*TASK INSTRUCTIONS*
Provide the material again, with every line intact and exact.

*MATERIAL TO PROCESS*
※ ※ ※

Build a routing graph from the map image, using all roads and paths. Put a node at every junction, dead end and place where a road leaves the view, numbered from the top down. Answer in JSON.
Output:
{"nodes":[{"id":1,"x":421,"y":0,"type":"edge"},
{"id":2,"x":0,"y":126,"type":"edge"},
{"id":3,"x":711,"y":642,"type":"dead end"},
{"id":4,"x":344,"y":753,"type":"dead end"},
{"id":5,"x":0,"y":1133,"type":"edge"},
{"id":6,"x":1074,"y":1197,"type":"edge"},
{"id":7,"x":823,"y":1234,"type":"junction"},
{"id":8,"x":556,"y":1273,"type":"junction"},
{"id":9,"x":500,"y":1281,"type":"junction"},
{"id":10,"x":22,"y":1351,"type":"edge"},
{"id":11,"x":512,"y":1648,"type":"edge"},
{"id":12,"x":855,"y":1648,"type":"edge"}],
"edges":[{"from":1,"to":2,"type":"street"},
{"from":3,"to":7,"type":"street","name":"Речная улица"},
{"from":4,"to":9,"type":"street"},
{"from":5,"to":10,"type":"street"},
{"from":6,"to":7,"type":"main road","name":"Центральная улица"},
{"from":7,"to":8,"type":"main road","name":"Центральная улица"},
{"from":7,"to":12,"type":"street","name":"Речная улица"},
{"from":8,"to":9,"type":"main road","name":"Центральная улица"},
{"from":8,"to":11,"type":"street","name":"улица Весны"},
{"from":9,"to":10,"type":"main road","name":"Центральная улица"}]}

※ ※ ※

*SOLVED PROBLEM*
Build a routing graph from the map image, using all roads and paths. Put a node at every junction, dead end and place where a road leaves the view, numbered from the top down. Answer in JSON.
Output:
{"nodes":[{"id":1,"x":421,"y":0,"type":"edge"},
{"id":2,"x":0,"y":126,"type":"edge"},
{"id":3,"x":711,"y":642,"type":"dead end"},
{"id":4,"x":344,"y":753,"type":"dead end"},
{"id":5,"x":0,"y":1133,"type":"edge"},
{"id":6,"x":1074,"y":1197,"type":"edge"},
{"id":7,"x":823,"y":1234,"type":"junction"},
{"id":8,"x":556,"y":1273,"type":"junction"},
{"id":9,"x":500,"y":1281,"type":"junction"},
{"id":10,"x":22,"y":1351,"type":"edge"},
{"id":11,"x":512,"y":1648,"type":"edge"},
{"id":12,"x":855,"y":1648,"type":"edge"}],
"edges":[{"from":1,"to":2,"type":"street"},
{"from":3,"to":7,"type":"street","name":"Речная улица"},
{"from":4,"to":9,"type":"street"},
{"from":5,"to":10,"type":"street"},
{"from":6,"to":7,"type":"main road","name":"Центральная улица"},
{"from":7,"to":8,"type":"main road","name":"Центральная улица"},
{"from":7,"to":12,"type":"street","name":"Речная улица"},
{"from":8,"to":9,"type":"main road","name":"Центральная улица"},
{"from":8,"to":11,"type":"street","name":"улица Весны"},
{"from":9,"to":10,"type":"main road","name":"Центральная улица"}]}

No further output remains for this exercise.